Derek Torrellas – Special to The Southern News –
In December, the state universities of Connecticut were informed that in light of a budget deficit, the state university block grant was targeted for reduction.
“For the long term health of the state,” said Professor Michael Shea, “education is the last thing that should be cut.”
Southern Connecticut State University is facing a large reduction in the budget, with efforts being taken to minimize how it will affect the university’s ability to provide the desired quality of education.
A total of $3,467,837 will be cut as a result of the states reduction of public university funding, according to Executive Vice President James Blake.
In order to save money, Blake said a “hiring freeze” was implemented on full-time employees. There were 27 positions at Southern, including nine for faculty, that had already been funded and were subsequently left vacant.
The vacancies meant that no one currently employed was affected, Blake said.
“Nobody got fired, these positions were open.”
The impact on the faculty can, in turn, impact students with the class cancellations that occurred, Blake said. Most were under enrolled and offered at a different time, but rescheduling is still an inconvenience.
Anthony Moyer, a sociology major, said he had one of his core classes during summer 2012 cancelled due to lack of enrollment. He was able to take the social statistics course the following fall, but the time of the class “screwed up” the schedule he had already prepared for the semester.
In the English department, Shea, who serves as Chairman, said that no courses had to be cut although the fewer number of adjuncts sometimes means that a course might only be offered once a year, instead of once a semester.
“We are trying to adjust the class schedule to offer students the same opportunities with less,” Shea said.
He went on to say that overfilling classes is not the best solution to the faculty issue caused by the budget reduction.
“It is quality versus quantity,” Shea said. “When a class is overfilled, the students are getting a slightly less better education.”
Students who receive financial aid under the Connecticut Aid to Public Schools program had $509,000 reduced by the state, Blake said. Around 250 students who are in economic need would have been affected, Blake said, but Southern made up for the loss by using its own money.
Though no notification has come down yet, Blake said he also expects a reduction in Pell grants from the federal level in the future.
Adding problems to the reduced state funding is the decrease in enrollments, since tuition is a source of funding.
“The decline is significant, especially in the graduate department,” Blake said.
The budget update for fiscal year 2012, that is available on Southern’s website as a slide presentation, highlights the facts in numbers. Enrollment for the fall of 2010 was 11,964, which includes both undergraduate and graduate students whether full or part time.
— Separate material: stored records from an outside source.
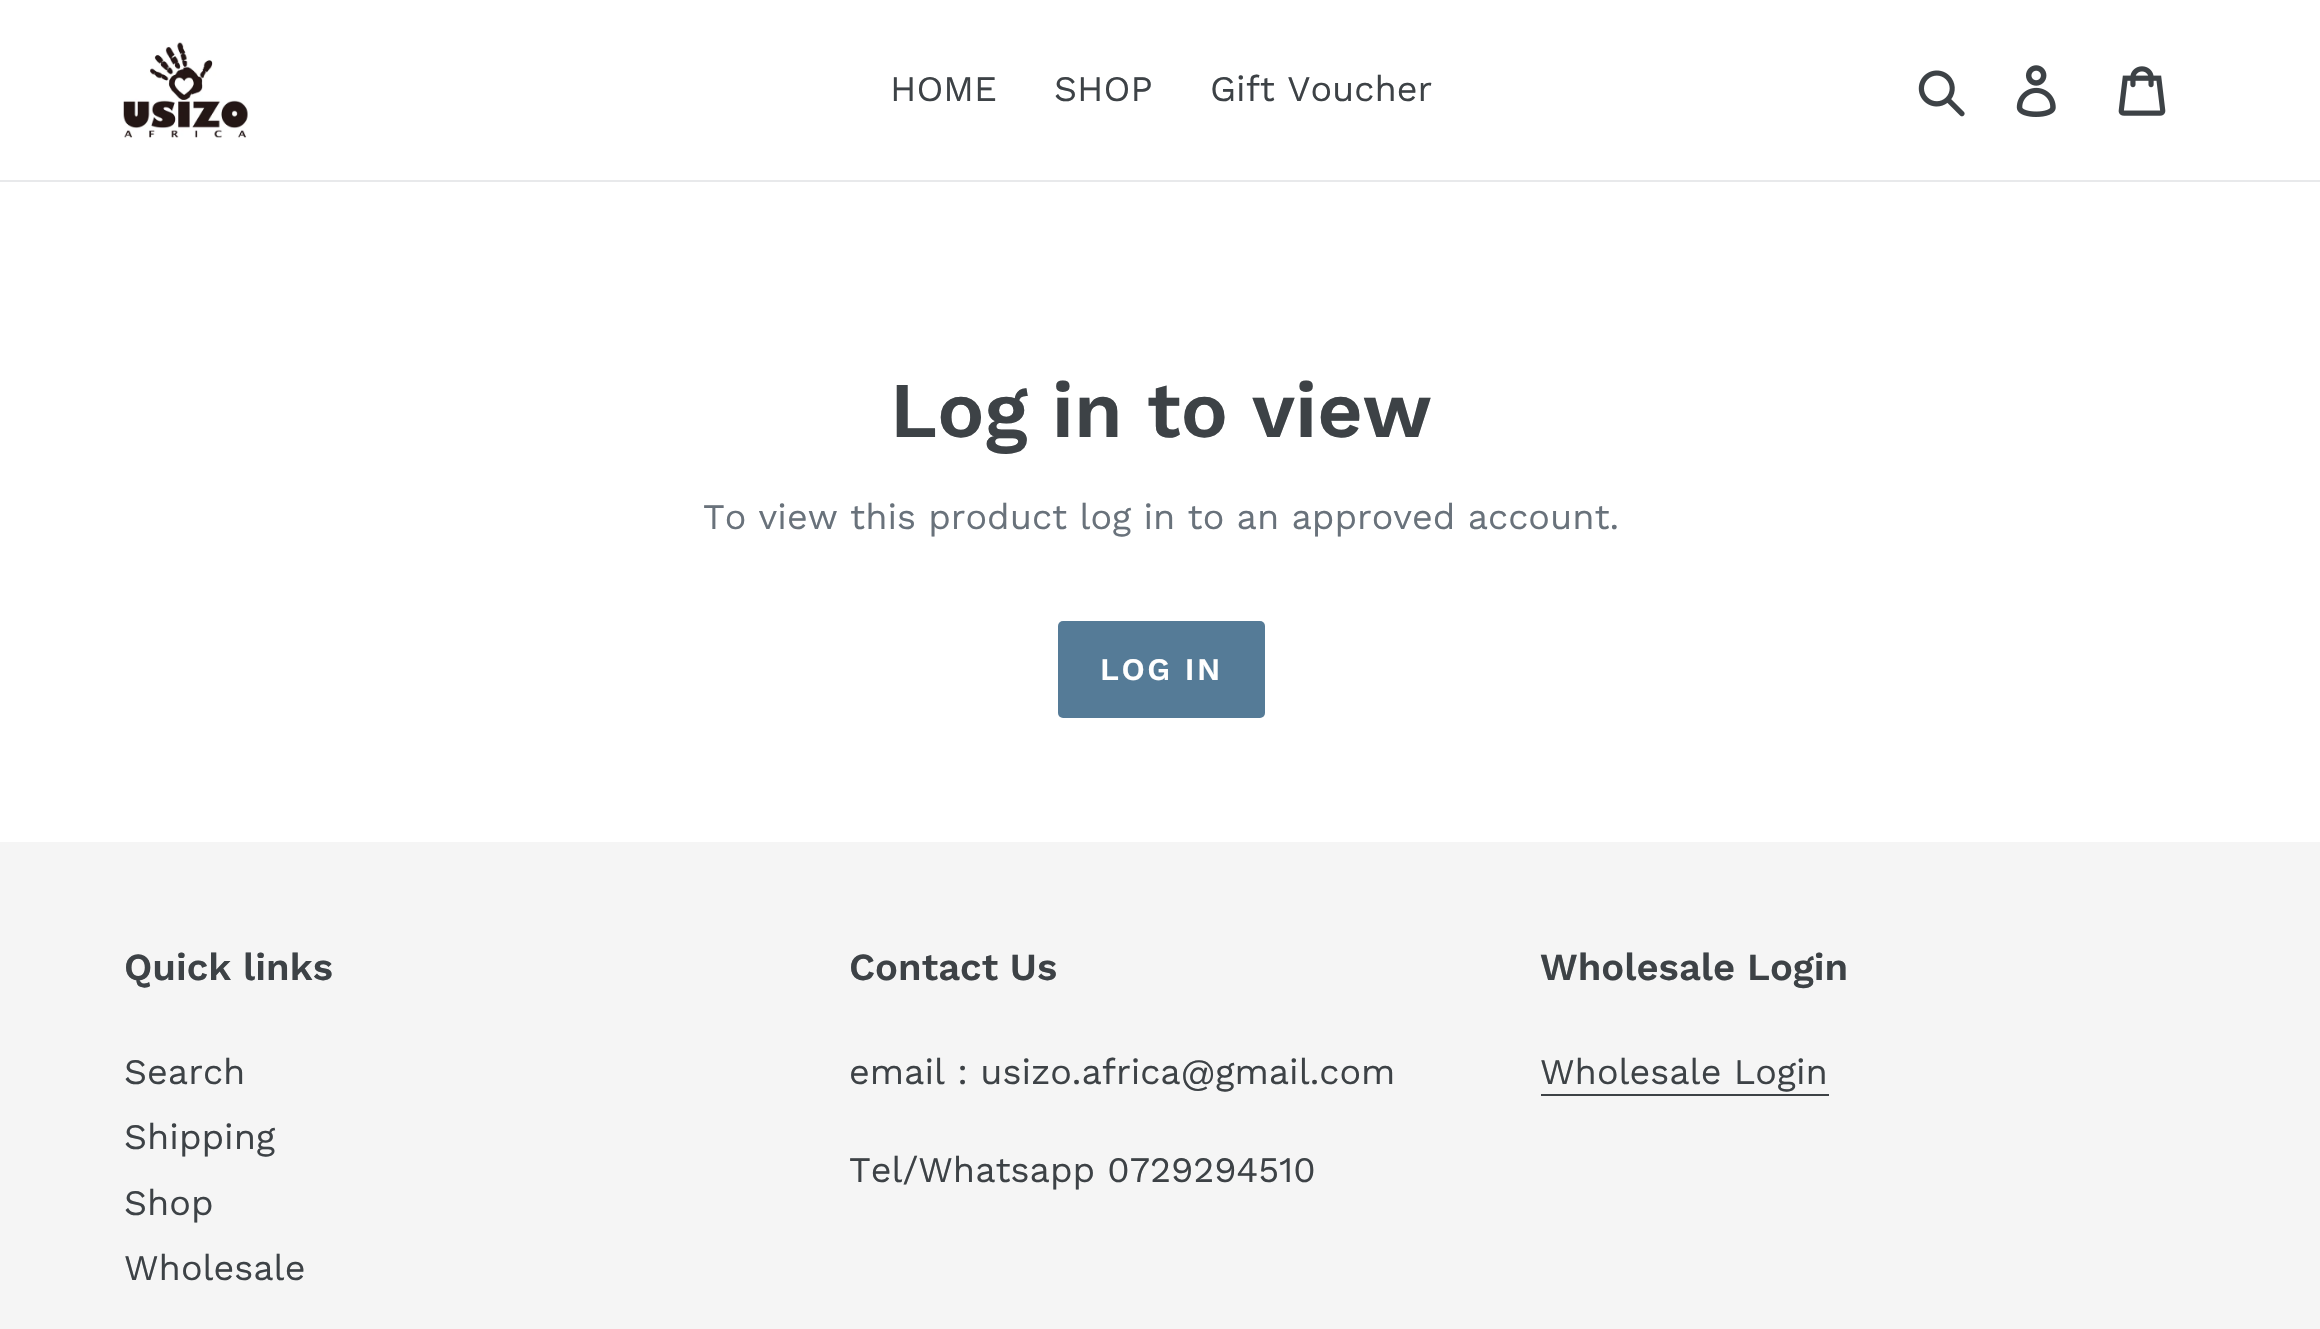 void draw(SkCanvas* c) {
SkPaint p;
p.setAntiAlias(true);
auto F=[&](const char* family, int weight, float size, bool italic = false){SkFontStyle style(weight, SkFontStyle::kNormal_Width,italic ? SkFontStyle::kItalic_Slant : SkFontStyle::kUpright_Slant);SkFont result(fontMgr->matchFamilyStyle(family, style), size);result.setSubpixel(true);return result;};
auto T=[&](const char* s, float x, float y, const SkFont& font){c->drawString(s, x, y, font, p);};
auto L=[&](const char* s, float x, float y, const SkFont& font, const SkPaint& ink, float letter, float word){std::vector<SkGlyphID> glyphs(font.countText(s, strlen(s), SkTextEncoding::kUTF8));std::vector<float> xs(glyphs.size());font.textToGlyphs(s, strlen(s), SkTextEncoding::kUTF8, glyphs);font.getXPos(glyphs, xs, x);float extra = 0;for (size_t i = 0; i < glyphs.size(); i++) {xs[i] += extra;extra += letter + word * (glyphs[i] == font.unicharToGlyph(' '));}c->drawTextBlob(SkTextBlob::MakeFromPosHGlyphs(glyphs, xs, y, font), 0, 0, ink);};
auto R=[&](float x, float y, float w, float h){c->drawRect(SkRect::MakeXYWH(x, y, w, h), p);};
auto Q=[&](float x, float y, float w, float h, float radius){c->drawRoundRect(SkRect::MakeXYWH(x, y, w, h), radius, radius, p);};
auto I=[&](const char* path, float x, float y, float w, float h){auto image = SkImages::DeferredFromEncodedData(SkData::MakeFromFileName(path));c->drawImageRect(image, SkRect::MakeXYWH(x, y, w, h), SkSamplingOptions());};
c->clear(0xffffffff);
p.setColor(0xffe8e9eb);
R(0,180,2320,2);
I("1.png",123,42,125,96);
auto f1 = F("Work Sans",400,36);
p.setColor(0xff3d4246);
T("HOME",890,101,f1);
T("SHOP",1054,101,f1);
T("Gift Voucher",1210,101,f1);
I("2.png",1918,70,47,47);
I("3.png",2016,65,40,52);
I("4.png",2118,66,48,50);
auto f2 = F("Work Sans",600,78.75);
T("Log in to view",890,437,f2);
p.setColor(0xff69727b);
T("To view this product log in to an approved account.",703,529,f1);
p.setColor(0xff557b97);
Q(1058,621,207,97,5);
auto f3 = F("Work Sans",600,31.5);
p.setColor(0xffffffff);
L("LOG IN",1100,680,f3,p,2.5,0);
p.setColor(0xfff5f5f5);
R(0,842,2320,487);
auto f4 = F("Work Sans",600,38.25);
p.setColor(0xff3d4246);
T("Quick links",124,980,f4);
T("Search",124,1084,f1);
T("Shipping",124,1149,f1);
T("Shop",124,1215,f1);
T("Wholesale",124,1280,f1);
T("Contact Us",849,980,f4);
T("email : usizo.africa@gmail.com",849,1084,f1);
T("Tel/Whatsapp 0729294510",849,1182,f1);
T("Wholesale Login",1540,980,f4);
T("Wholesale Login",1540,1084,f1);
R(1541,1094,288,2);
} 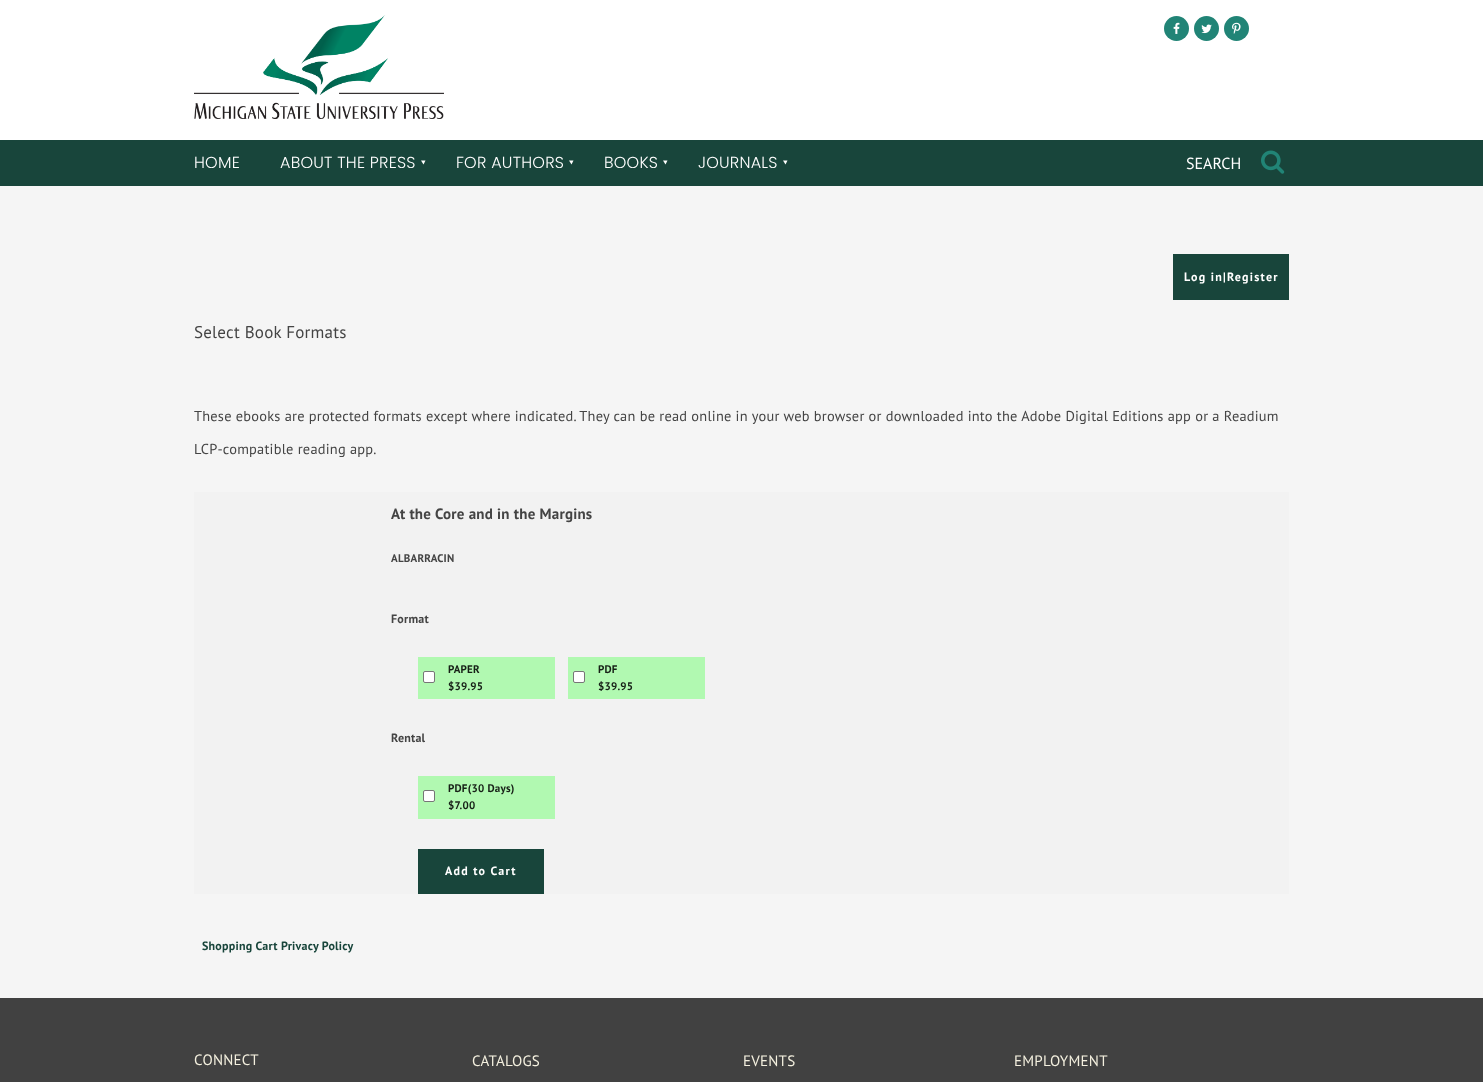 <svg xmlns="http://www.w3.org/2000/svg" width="1483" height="1082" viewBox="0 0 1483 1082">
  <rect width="100%" height="100%" fill="#fff"/>
  <image x="194" y="15" width="250" height="104" href="img/1.png"/>
  <circle cx="1176.5" cy="28.5" r="12.5" fill="#218476"/>
  <image x="1173" y="22" width="7" height="12" href="img/2.png"/>
  <circle cx="1206.5" cy="28.5" r="12.5" fill="#218476"/>
  <image x="1201" y="24" width="11" height="10" href="img/3.png"/>
  <circle cx="1236.5" cy="28.5" r="12.5" fill="#218476"/>
  <image x="1232" y="22" width="9" height="12" href="img/4.png"/>
  <path d="M0 140h1483v46H0z" fill="#18453b"/>
  <path d="M425.5 160.5L423.5 164.5L421 160.5Z" fill="#fff"/>
  <path d="M573.5 160.5L571.5 164.5L569 160.5Z" fill="#fff"/>
  <path d="M667.5 160.5L665.5 164.5L663 160.5Z" fill="#fff"/>
  <path d="M787.5 160.5L785.5 164.5L783 160.5Z" fill="#fff"/>
  <image x="1261" y="150" width="24" height="24" href="img/5.png"/>
  <path d="M0 186h1483v812H0z" fill="#f5f5f5"/>
  <path d="M1173 254h116v46H1173z" fill="#18453b"/>
  <path d="M194 492h1095v402H194z" fill="#f2f2f2"/>
  <path d="M418 657h137v42H418z" fill="#b1f9b1"/>
  <rect x="423.5" y="671.5" width="11" height="11" rx="1.5" fill="#fff" stroke="#767676"/>
  <path d="M568 657h137v42H568z" fill="#b1f9b1"/>
  <rect x="573.5" y="671.5" width="11" height="11" rx="1.5" fill="#fff" stroke="#767676"/>
  <path d="M418 776h137v43H418z" fill="#b1f9b1"/>
  <rect x="423.5" y="790.5" width="11" height="11" rx="1.5" fill="#fff" stroke="#767676"/>
  <path d="M418 849h126v45H418z" fill="#18453b"/>
  <path d="M0 998h1483v84H0z" fill="#414141"/>
  <g font-family="Poppins" font-size="16" font-weight="300" letter-spacing="0.23" fill="#fff">
    <text x="194" y="168">HOME</text>
    <text x="280" y="168">ABOUT THE PRESS</text>
    <text x="456" y="168">FOR AUTHORS</text>
    <text x="604" y="168">BOOKS</text>
    <text x="698" y="168">JOURNALS</text>
  </g>
  <text x="1186" y="169" font-family="PT Sans" font-size="16" fill="#fff">SEARCH</text>
  <text x="1184" y="281" font-family="PT Sans" font-size="12" font-weight="bold" letter-spacing="1.25" fill="#fff">Log in|Register</text>
  <text x="194" y="338" font-family="PT Sans" font-size="17" letter-spacing="0.23" fill="#444">Select Book Formats</text>
  <g font-family="PT Sans" font-size="14.4" letter-spacing="0.23" fill="#444">
    <text x="194" y="421">These ebooks are protected formats except where indicated. They can be read online in your web browser or downloaded into the Adobe Digital Editions app or a Readium</text>
    <text x="194" y="454">LCP-compatible reading app.</text>
  </g>
  <text x="391" y="519" font-family="PT Sans" font-size="15" font-weight="bold" letter-spacing="0.23" fill="#444">At the Core and in the Margins</text>
  <text x="391" y="562" font-family="PT Sans" font-size="11" font-weight="bold" letter-spacing="0.23" fill="#444">ALBARRACIN</text>
  <text x="391" y="623" font-family="PT Sans" font-size="12" font-weight="bold" letter-spacing="0.23" fill="#444">Format</text>
  <g font-family="PT Sans" font-size="11" font-weight="bold" letter-spacing="0.23" fill="#172017">
    <text x="448" y="673">PAPER</text>
    <text x="448" y="690">$39.95</text>
    <text x="598" y="673">PDF</text>
    <text x="598" y="690">$39.95</text>
  </g>
  <text x="391" y="742" font-family="PT Sans" font-size="12" font-weight="bold" letter-spacing="0.23" fill="#444">Rental</text>
  <g font-family="PT Sans" font-size="11" font-weight="bold" letter-spacing="0.23" fill="#172017">
    <text x="448" y="792">PDF(30 Days)</text>
    <text x="448" y="809">$7.00</text>
  </g>
  <text x="445" y="875" font-family="PT Sans" font-size="12" font-weight="bold" letter-spacing="1.25" fill="#fff">Add to Cart</text>
  <text x="202" y="950" font-family="PT Sans" font-size="12" font-weight="bold" letter-spacing="0.23" fill="#18453b">Shopping Cart Privacy Policy</text>
  <g font-family="PT Sans" font-size="15" letter-spacing="0.23" fill="#f4f0df">
    <text x="194" y="1065">CONNECT</text>
    <text x="472" y="1066">CATALOGS</text>
    <text x="743" y="1066">EVENTS</text>
    <text x="1014" y="1066">EMPLOYMENT</text>
  </g>
</svg>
The goal for the fall of 2011 was set at 12,203; the actual enrollment was 670 students short at 11,533. As a result there was a negative impact on funds in the amount of $1,787,237 for fiscal year 2012.
The final slide of the presentation also contains a warning, “The current path that Southern is following…will not sustain Southern as the university we know today.”
Blake said he assumes that the rescission will carry forward to next year, so he and his co-workers have to manage the budget closely in order for the impact to be minimized.
“We are doing a great job of keeping the campus safe, clean, and healthy with the resources we have,” Blake said.